Between mid-April and early June in the Adirondacks, warming temperatures, rain and snowmelt create adverse conditions during mud season. It’s a crazy time of year when surface soil is thawing, mixing with rain and melted snow, all while the soil further underground is still frozen, making it impossible for water to drain through the soil. Mud is natural, but the damage caused by improper hiking is not. When hikers pass through wet sections of trail, it can make the area muddier. Damage to the trail and surrounding area happens when hikers step to the side of the mud pit to avoid getting dirty, which widens the trail. Eventually, the mud pit will become so wide and long that hikers will leave the trail and make their own way around the mud entirely, causing alternate trails known as herd paths or social trails. Herd paths encourage others to go around muddy sections, which compacts the soil alongside trails and damages vegetation. Ultimately, the herd paths themselves become muddy areas that hikers try to avoid. Suddenly, there are multiple muddy ways around the original mud puddle. This perpetuates a damaging cycle for the trail.

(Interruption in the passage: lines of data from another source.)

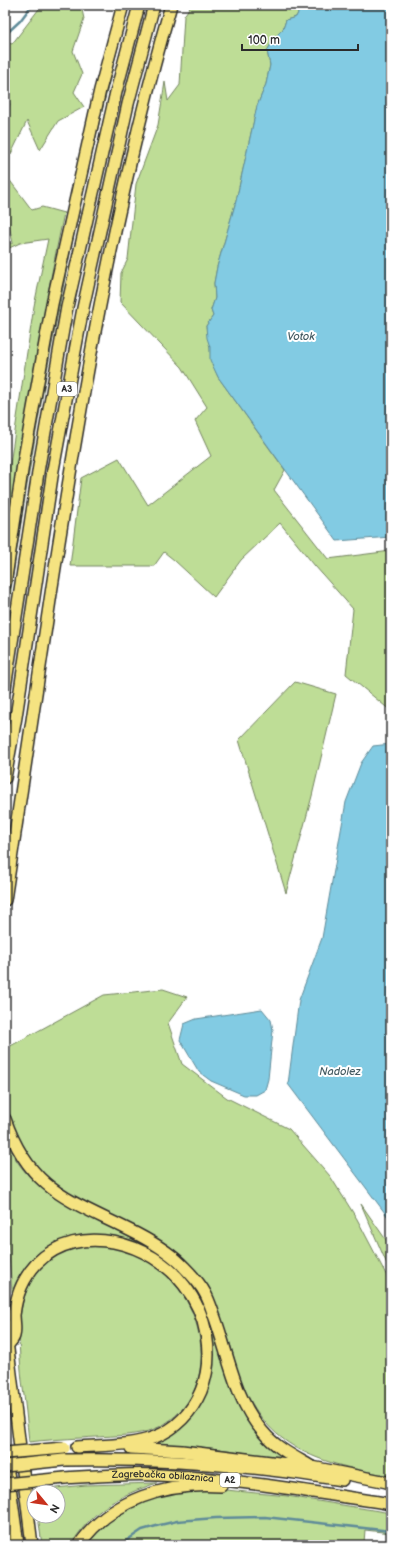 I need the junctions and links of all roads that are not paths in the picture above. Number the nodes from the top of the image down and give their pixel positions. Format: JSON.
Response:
{"nodes":[{"id":1,"x":123,"y":5,"type":"edge"},
{"id":2,"x":139,"y":5,"type":"edge"},
{"id":3,"x":154,"y":5,"type":"edge"},
{"id":4,"x":171,"y":5,"type":"edge"},
{"id":5,"x":180,"y":5,"type":"edge"},
{"id":6,"x":156,"y":61,"type":"junction"},
{"id":7,"x":5,"y":584,"type":"edge"},
{"id":8,"x":5,"y":688,"type":"edge"},
{"id":9,"x":5,"y":778,"type":"edge"},
{"id":10,"x":5,"y":900,"type":"edge"},
{"id":11,"x":5,"y":1120,"type":"edge"},
{"id":12,"x":5,"y":1325,"type":"edge"},
{"id":13,"x":7,"y":1346,"type":"junction"},
{"id":14,"x":77,"y":1447,"type":"junction"},
{"id":15,"x":5,"y":1451,"type":"edge"},
{"id":16,"x":5,"y":1466,"type":"edge"},
{"id":17,"x":312,"y":1467,"type":"junction"},
{"id":18,"x":5,"y":1484,"type":"edge"},
{"id":19,"x":391,"y":1485,"type":"edge"},
{"id":20,"x":391,"y":1489,"type":"edge"},
{"id":21,"x":348,"y":1497,"type":"junction"},
{"id":22,"x":391,"y":1504,"type":"edge"},
{"id":23,"x":5,"y":1528,"type":"edge"},
{"id":24,"x":7,"y":1545,"type":"edge"},
{"id":25,"x":18,"y":1545,"type":"edge"},
{"id":26,"x":32,"y":1545,"type":"edge"},
{"id":27,"x":79,"y":1545,"type":"edge"}],
"edges":[{"from":1,"to":7,"type":"highway"},
{"from":2,"to":8,"type":"highway","number":"A3"},
{"from":3,"to":9,"type":"highway","number":"A3"},
{"from":4,"to":6,"type":"highway"},
{"from":5,"to":6,"type":"highway"},
{"from":6,"to":10,"type":"highway"},
{"from":11,"to":17,"type":"highway"},
{"from":12,"to":13,"type":"highway"},
{"from":13,"to":14,"type":"highway"},
{"from":13,"to":26,"type":"highway"},
{"from":14,"to":15,"type":"highway","bridge":true},
{"from":14,"to":17,"type":"highway"},
{"from":15,"to":25,"type":"highway"},
{"from":16,"to":20,"type":"highway","name":"Zagrebačka obilaznica","number":"A2","bridge":true},
{"from":17,"to":19,"type":"highway"},
{"from":18,"to":21,"type":"highway","name":"Zagrebačka obilaznica","number":"A2","bridge":true},
{"from":21,"to":22,"type":"highway","name":"Zagrebačka obilaznica","number":"A2"},
{"from":21,"to":27,"type":"highway"},
{"from":23,"to":24,"type":"highway"}]} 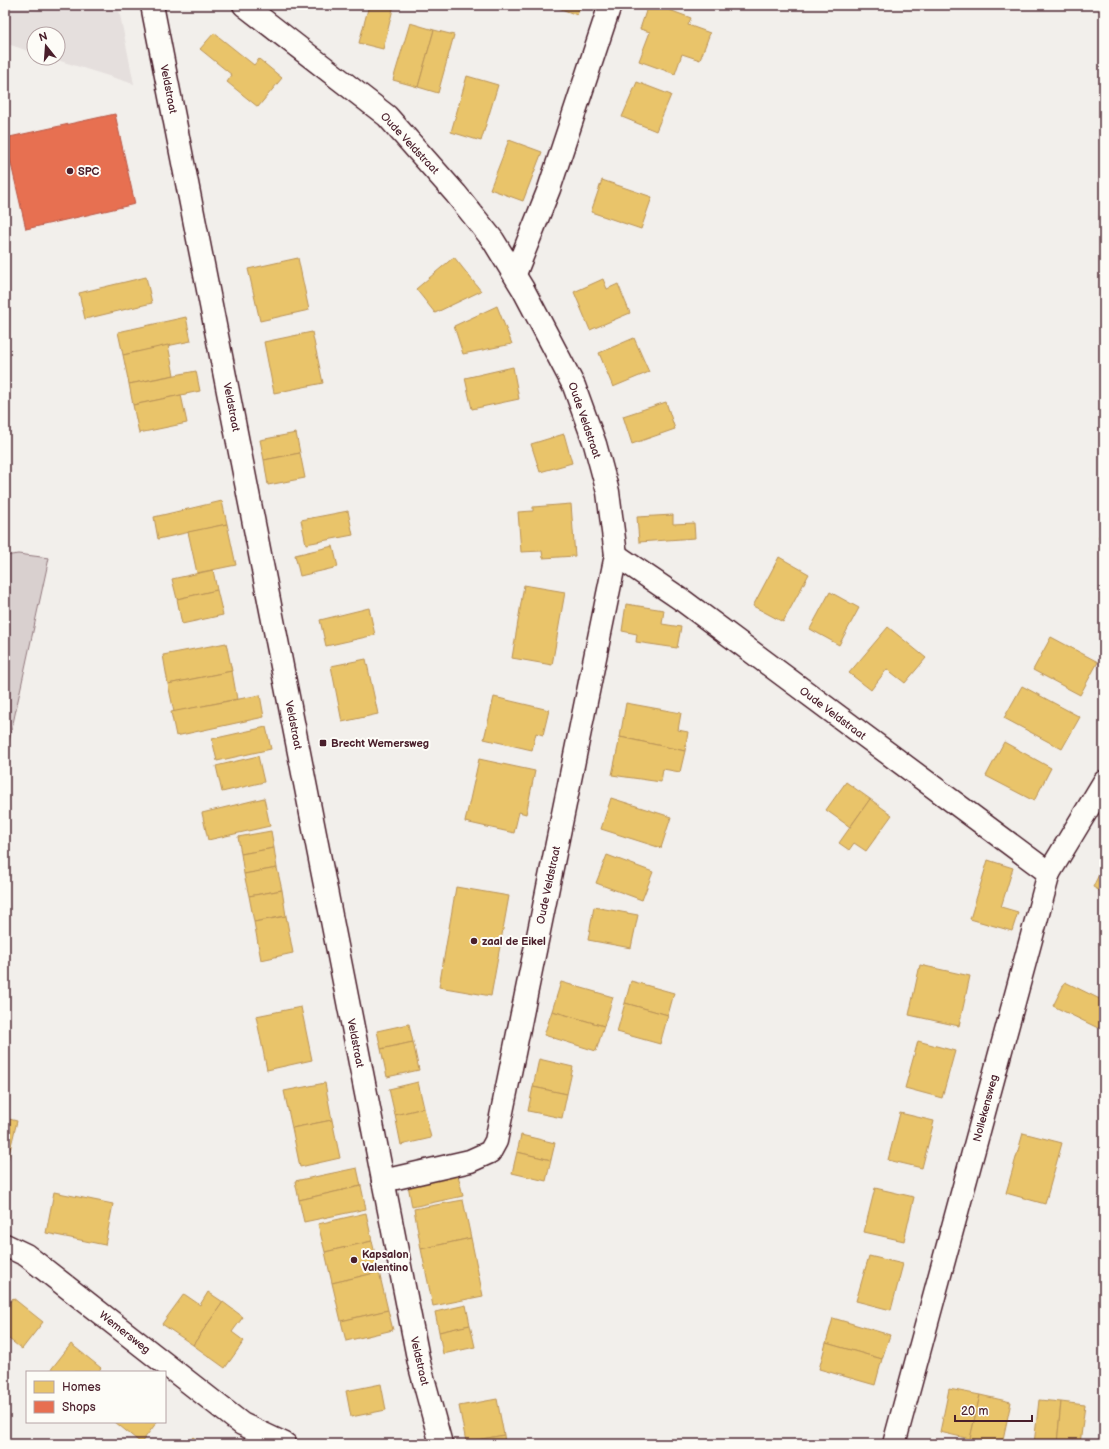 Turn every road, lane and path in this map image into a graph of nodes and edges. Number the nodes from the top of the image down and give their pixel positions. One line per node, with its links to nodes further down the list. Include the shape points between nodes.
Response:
1 (152, 5): 8 (street, Veldstraat)
2 (244, 5): 4 (street, Oude Veldstraat, via 387,116 461,199 493,240)
3 (610, 5): 4 (street, via 549,189)
4 (515, 274): 5 (street, Oude Veldstraat, via 577,393 608,492)
5 (616, 555): 7 (street, Oude Veldstraat, via 682,600); 8 (street, Oude Veldstraat, via 496,1141 490,1152 470,1161)
6 (1103, 788): 7 (street, Nollekensweg)
7 (1048, 874): 12 (street, Nollekensweg)
8 (383, 1182): 11 (street, Veldstraat, via 419,1363)
9 (5, 1245): 10 (street, Wemersweg, via 26,1255 242,1424)
10 (285, 1444)
11 (441, 1444)
12 (895, 1444) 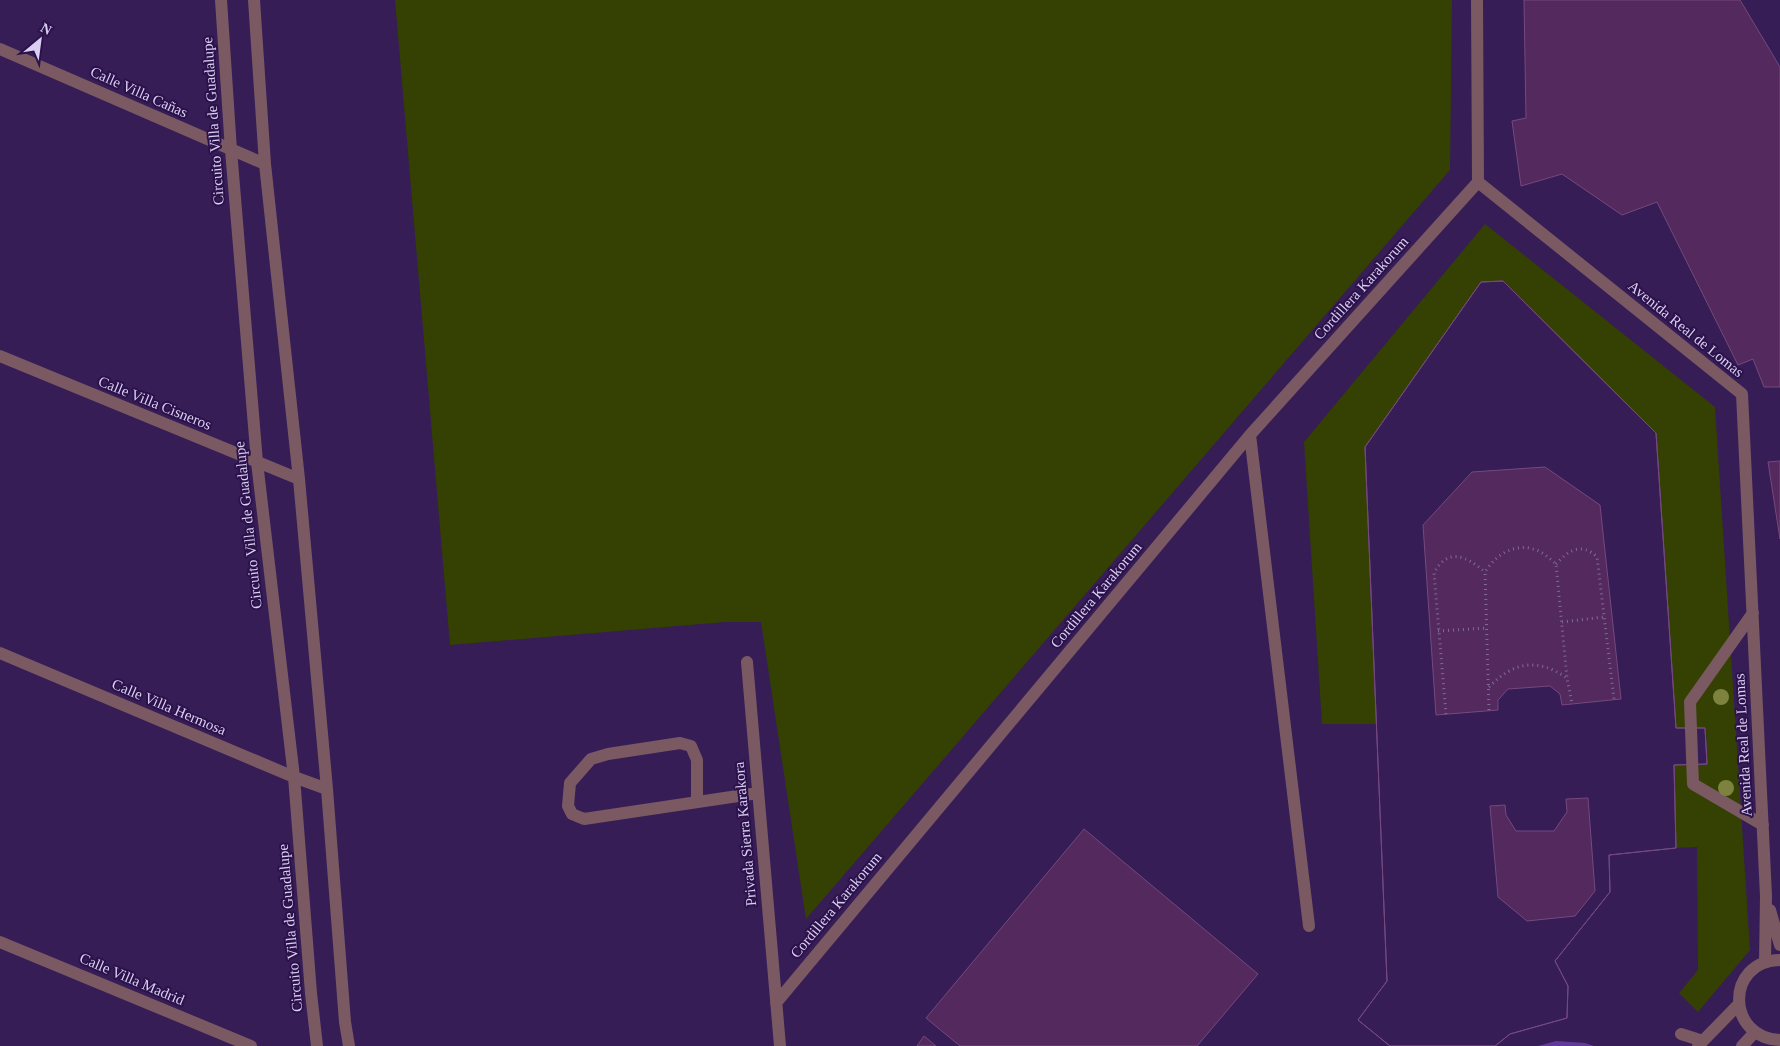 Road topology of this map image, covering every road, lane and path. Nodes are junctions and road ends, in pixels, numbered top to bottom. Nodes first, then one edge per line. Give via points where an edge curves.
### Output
1 (221, 0) edge
2 (254, 0) edge
3 (1477, 0) edge
4 (0, 49) edge
5 (231, 150) junction
6 (265, 164) junction
7 (1478, 182) junction
8 (0, 356) edge
9 (1250, 435) junction
10 (257, 462) junction
11 (299, 479) junction
12 (1556, 564) junction
13 (1485, 572) junction
14 (1753, 613) junction
15 (1604, 617) junction
16 (1562, 622) junction
17 (1487, 628) junction
18 (1438, 631) junction
19 (0, 653) edge
20 (747, 662) dead end
21 (1567, 678) junction
22 (1489, 687) junction
23 (1614, 699) dead end
24 (1572, 704) dead end
25 (1489, 710) dead end
26 (1446, 714) dead end
27 (294, 777) junction
28 (327, 789) junction
29 (758, 793) junction
30 (696, 801) junction
31 (1763, 825) junction
32 (1766, 896) junction
33 (1309, 926) dead end
34 (0, 942) edge
35 (1780, 945) edge
36 (1780, 960) edge
37 (1765, 962) junction
38 (776, 1003) junction
39 (1739, 1004) junction
40 (1755, 1032) junction
41 (1681, 1034) dead end
42 (1780, 1040) edge
43 (1700, 1044) edge
44 (251, 1046) edge
45 (317, 1046) edge
46 (349, 1046) edge
47 (780, 1046) edge
48 (1742, 1046) edge

1 - 5 street, Circuito Villa de Guadalupe
2 - 6 street
3 - 7 street
4 - 5 street, Calle Villa Cañas
5 - 6 street, Calle Villa Cañas
5 - 10 street, Circuito Villa de Guadalupe
6 - 11 street
7 - 9 street, Cordillera Karakorum
7 - 14 street, Avenida Real de Lomas via 1742,394
8 - 10 street, Calle Villa Cisneros
9 - 33 street
9 - 38 street, Cordillera Karakorum
10 - 11 street, Calle Villa Cisneros
10 - 27 street, Circuito Villa de Guadalupe
11 - 28 street
12 - 13 path via 1533,549 1512,549 1500,555
12 - 15 path via 1578,548 1591,551 1598,557
12 - 16 path
13 - 17 path
13 - 18 path via 1456,556 1448,557 1439,564 1434,573
14 - 31 street, Avenida Real de Lomas
14 - 31 street via 1690,702 1693,784
15 - 16 path
15 - 23 path
16 - 21 path
17 - 18 path
17 - 22 path
18 - 26 path
19 - 27 street, Calle Villa Hermosa
20 - 29 street, Privada Sierra Karakora
21 - 22 path via 1547,667 1529,664 1512,668
21 - 24 path
22 - 25 path
27 - 28 street, Calle Villa Hermosa
27 - 45 street, Circuito Villa de Guadalupe
28 - 46 street
29 - 30 street
29 - 38 street, Privada Sierra Karakora
30 - 30 street via 584,818 572,814 568,806 570,783 591,759 680,743 691,746 697,760
31 - 32 street, Avenida Real de Lomas
32 - 35 street, Avenida Real de Lomas
32 - 37 street, Avenida Real de Lomas
34 - 44 street, Calle Villa Madrid
36 - 37 street
37 - 39 street via 1748,974 1740,988
38 - 47 street
39 - 40 street via 1747,1024
39 - 43 street
40 - 42 street
40 - 48 street
41 - 43 street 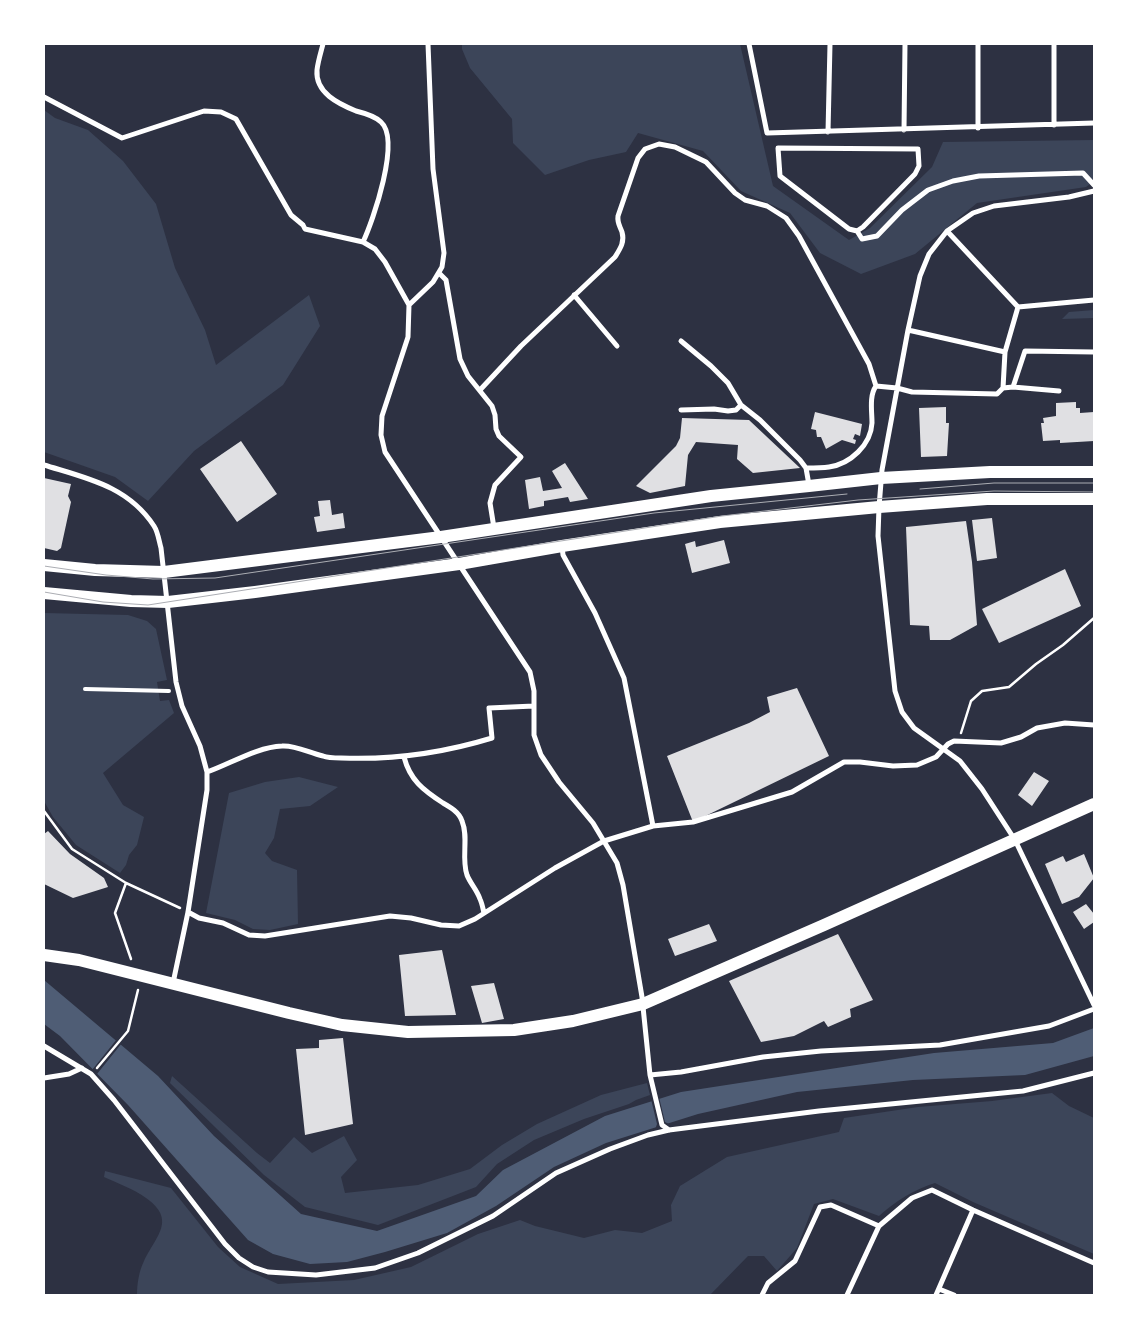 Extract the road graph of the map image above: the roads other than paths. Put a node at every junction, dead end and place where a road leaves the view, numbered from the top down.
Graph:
1 (324, 44) edge
2 (428, 44) edge
3 (750, 44) edge
4 (830, 44) edge
5 (905, 44) edge
6 (978, 44) edge
7 (1054, 44) edge
8 (44, 97) edge
9 (1094, 123) edge
10 (1054, 125) junction
11 (978, 128) junction
12 (904, 130) junction
13 (828, 132) junction
14 (1094, 185) edge
15 (1094, 191) edge
16 (857, 231) junction
17 (947, 231) junction
18 (363, 242) junction
19 (439, 273) junction
20 (574, 295) junction
21 (1094, 300) edge
22 (409, 305) junction
23 (1018, 307) junction
24 (908, 330) junction
25 (681, 341) dead end
26 (617, 346) dead end
27 (1005, 352) junction
28 (1094, 352) edge
29 (876, 386) junction
30 (1013, 387) junction
31 (897, 388) junction
32 (1003, 388) junction
33 (480, 390) junction
34 (1059, 391) dead end
35 (741, 405) junction
36 (681, 410) dead end
37 (44, 465) edge
38 (806, 468) junction
39 (1094, 472) edge
40 (881, 478) junction
41 (809, 486) junction
42 (1094, 499) edge
43 (878, 507) junction
44 (494, 529) junction
45 (440, 537) junction
46 (562, 546) junction
47 (459, 564) junction
48 (44, 565) edge
49 (164, 572) junction
50 (44, 592) edge
51 (168, 602) junction
52 (85, 689) dead end
53 (169, 691) dead end
54 (534, 706) junction
55 (1094, 725) edge
56 (943, 748) junction
57 (404, 757) junction
58 (207, 772) junction
59 (1094, 804) edge
60 (653, 826) junction
61 (1015, 840) junction
62 (604, 841) junction
63 (188, 912) junction
64 (484, 914) junction
65 (44, 955) edge
66 (172, 984) junction
67 (643, 1004) junction
68 (1094, 1004) edge
69 (1094, 1009) edge
70 (44, 1046) edge
71 (82, 1068) junction
72 (1094, 1073) edge
73 (650, 1077) junction
74 (44, 1078) edge
75 (669, 1130) junction
76 (973, 1210) junction
77 (878, 1226) junction
78 (1094, 1263) edge
79 (939, 1289) junction
80 (762, 1295) edge
81 (847, 1295) edge
82 (936, 1295) edge
83 (954, 1295) edge

1 - 18 street
2 - 19 street
3 - 13 street
4 - 13 street
5 - 12 street
6 - 11 street
7 - 10 street
8 - 18 street
9 - 10 street
10 - 11 street
11 - 12 street
12 - 13 street
14 - 16 street
15 - 17 street
16 - 16 street
17 - 23 street
17 - 24 street
18 - 22 street
19 - 22 street
19 - 33 street
20 - 26 street
20 - 29 street
20 - 33 street
21 - 23 street
22 - 45 street
23 - 27 street
24 - 27 street
24 - 31 street
25 - 35 street
27 - 32 street
28 - 30 street
29 - 31 street
29 - 38 street
30 - 32 street
30 - 34 street
31 - 32 street
31 - 40 street
33 - 44 street
35 - 36 street
35 - 38 street
37 - 49 street
38 - 41 street
39 - 40 main road
40 - 41 main road
40 - 43 street
41 - 44 main road
42 - 43 main road
43 - 46 main road
43 - 56 street
44 - 45 main road
45 - 47 street
45 - 49 main road
46 - 47 main road
46 - 60 street
47 - 51 main road
47 - 54 street
48 - 49 main road
49 - 51 street
50 - 51 main road
51 - 58 street
52 - 53 lane
54 - 57 street
54 - 62 street
55 - 56 street
56 - 60 street
56 - 61 street
57 - 58 street
57 - 64 street
58 - 63 street
59 - 61 main road
60 - 62 street
61 - 67 main road
61 - 68 street
62 - 64 street
62 - 67 street
63 - 64 street
63 - 66 street
65 - 66 main road
66 - 67 main road
67 - 73 street
69 - 73 street
70 - 71 street
71 - 74 street
71 - 75 street
72 - 75 street
73 - 75 street
76 - 77 street
76 - 78 street
76 - 79 street
77 - 80 street
77 - 81 street
79 - 82 street
79 - 83 street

Fortunately, hikers can prevent this. First, they can avoid mud entirely by choosing to explore regions that don’t experience heavy mud seasons, such as the Catskills, and wait until after Memorial Day (or when New York State Department of Environmental Conservation (DEC) recommends that hiking in those sensitive areas is OK again) to hike in sensitive areas like the High Peaks region. Hikers determined to start exploring in the Adirondacks during mud season can choose trails that are low in elevation and choose to wear proper gear like sturdy waterproof boots and gaiters that can get dirty. When you encounter mud and puddles, hike through the middle of the trail and do not take herd paths. To avoid harming delicate alpine vegetation on High Peaks summits, the DEC recommends that hikers stay below 3000 feet of elevation and find alternative hikes until mud season is over. Lastly, when hiking, keep in mind how your actions are affecting the Adirondacks and its trails. Will you walk through the middle of the mud to create as little impact as possible? Or sacrifice the trails and summits to keep your feet dry?